Я поднялась наверх и играла на флейте в течение часа. Я всегда стараюсь сыграть свою партию замечательно во время репетиций с тех пор как однажды утром, ещё до того, как мы с Рут стали ездить в школу на её машине, Клэр Липманн увидела меня с флейтой, и сказала: «О, так это ты», этим многозначительным тоном. Когда я спросила, что она имела в виду, Клэр сказала:

– Да так, ничего.
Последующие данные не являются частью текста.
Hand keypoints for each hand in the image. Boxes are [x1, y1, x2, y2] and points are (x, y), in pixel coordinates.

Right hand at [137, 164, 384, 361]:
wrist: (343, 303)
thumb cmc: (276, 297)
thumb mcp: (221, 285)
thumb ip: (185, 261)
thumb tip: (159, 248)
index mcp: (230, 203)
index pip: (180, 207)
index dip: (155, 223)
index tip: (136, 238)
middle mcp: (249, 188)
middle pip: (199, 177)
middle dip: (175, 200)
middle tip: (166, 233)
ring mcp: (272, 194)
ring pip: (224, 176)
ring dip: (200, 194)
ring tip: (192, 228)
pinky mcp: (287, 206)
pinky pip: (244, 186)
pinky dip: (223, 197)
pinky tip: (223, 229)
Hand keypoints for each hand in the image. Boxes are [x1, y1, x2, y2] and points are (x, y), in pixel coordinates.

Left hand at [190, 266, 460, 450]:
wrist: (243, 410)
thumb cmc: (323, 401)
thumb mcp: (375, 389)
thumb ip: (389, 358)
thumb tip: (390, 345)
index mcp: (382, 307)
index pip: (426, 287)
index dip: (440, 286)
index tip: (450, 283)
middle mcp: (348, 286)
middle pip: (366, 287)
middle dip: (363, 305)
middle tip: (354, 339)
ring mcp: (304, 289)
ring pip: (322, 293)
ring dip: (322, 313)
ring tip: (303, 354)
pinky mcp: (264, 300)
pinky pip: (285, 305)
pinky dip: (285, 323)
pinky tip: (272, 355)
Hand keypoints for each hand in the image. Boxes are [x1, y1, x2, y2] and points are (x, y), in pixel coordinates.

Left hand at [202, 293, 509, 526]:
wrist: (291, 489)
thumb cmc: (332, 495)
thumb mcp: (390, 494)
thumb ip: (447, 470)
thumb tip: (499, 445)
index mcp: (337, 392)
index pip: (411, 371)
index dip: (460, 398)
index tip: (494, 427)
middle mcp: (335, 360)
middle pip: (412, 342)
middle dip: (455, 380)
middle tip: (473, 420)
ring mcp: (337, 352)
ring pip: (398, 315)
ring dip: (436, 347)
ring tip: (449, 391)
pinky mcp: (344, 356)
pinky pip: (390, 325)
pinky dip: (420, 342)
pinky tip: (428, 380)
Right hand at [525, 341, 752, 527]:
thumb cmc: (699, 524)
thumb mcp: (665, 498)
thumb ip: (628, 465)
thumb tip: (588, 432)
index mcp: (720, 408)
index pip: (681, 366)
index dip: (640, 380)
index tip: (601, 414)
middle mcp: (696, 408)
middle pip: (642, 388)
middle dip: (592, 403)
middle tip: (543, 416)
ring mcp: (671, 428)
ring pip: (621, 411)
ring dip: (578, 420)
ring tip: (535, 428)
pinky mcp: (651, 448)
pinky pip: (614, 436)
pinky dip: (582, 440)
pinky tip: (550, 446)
Просто мы всегда слышим, как кто-то играет на флейте каждый вечер, примерно в восемь часов, но не знали, кто это.

Услышав это, я покраснела, а она сказала своим милым голоском:

– Нет, нет, всё не так плохо. Мне нравится. Словно бесплатный концерт каждый вечер.

Во всяком случае, услышав это, я начала репетировать усерднее. Сначала разогреваюсь немного и перехожу на джаз, так что музыка не звучит скучно. Потом ускоряюсь примерно в два раза, как мы делаем в оркестре. Затем играю небольшую средневековую партию, которую я откопала во время последнего похода в библиотеку. Потом, полностью войдя во вкус, играю немного Билли Джоэла[9], так как это нравится Дугласу, хотя, если спросить его, он будет отрицать сей факт. Затем играю немного Гершвина[10], для папы, который любит его музыку, и заканчиваю Бахом, потому что Баха любят все.

Иногда мы с Рут репетируем вместе: играем те несколько партий для флейты и виолончели, что мы нашли. Но во время таких репетиций мы не находимся в одном помещении. Мы делаем вот что: открываем окна своих спален и играем оттуда. Как маленький мини-концерт для соседей. Это очень здорово. Рут говорит, что если кто-то из дирижеров пройдет между нашими домами, он непременно скажет: «Кто эти невероятные музыканты? Желаю видеть их в своем оркестре немедленно!» Возможно, она права.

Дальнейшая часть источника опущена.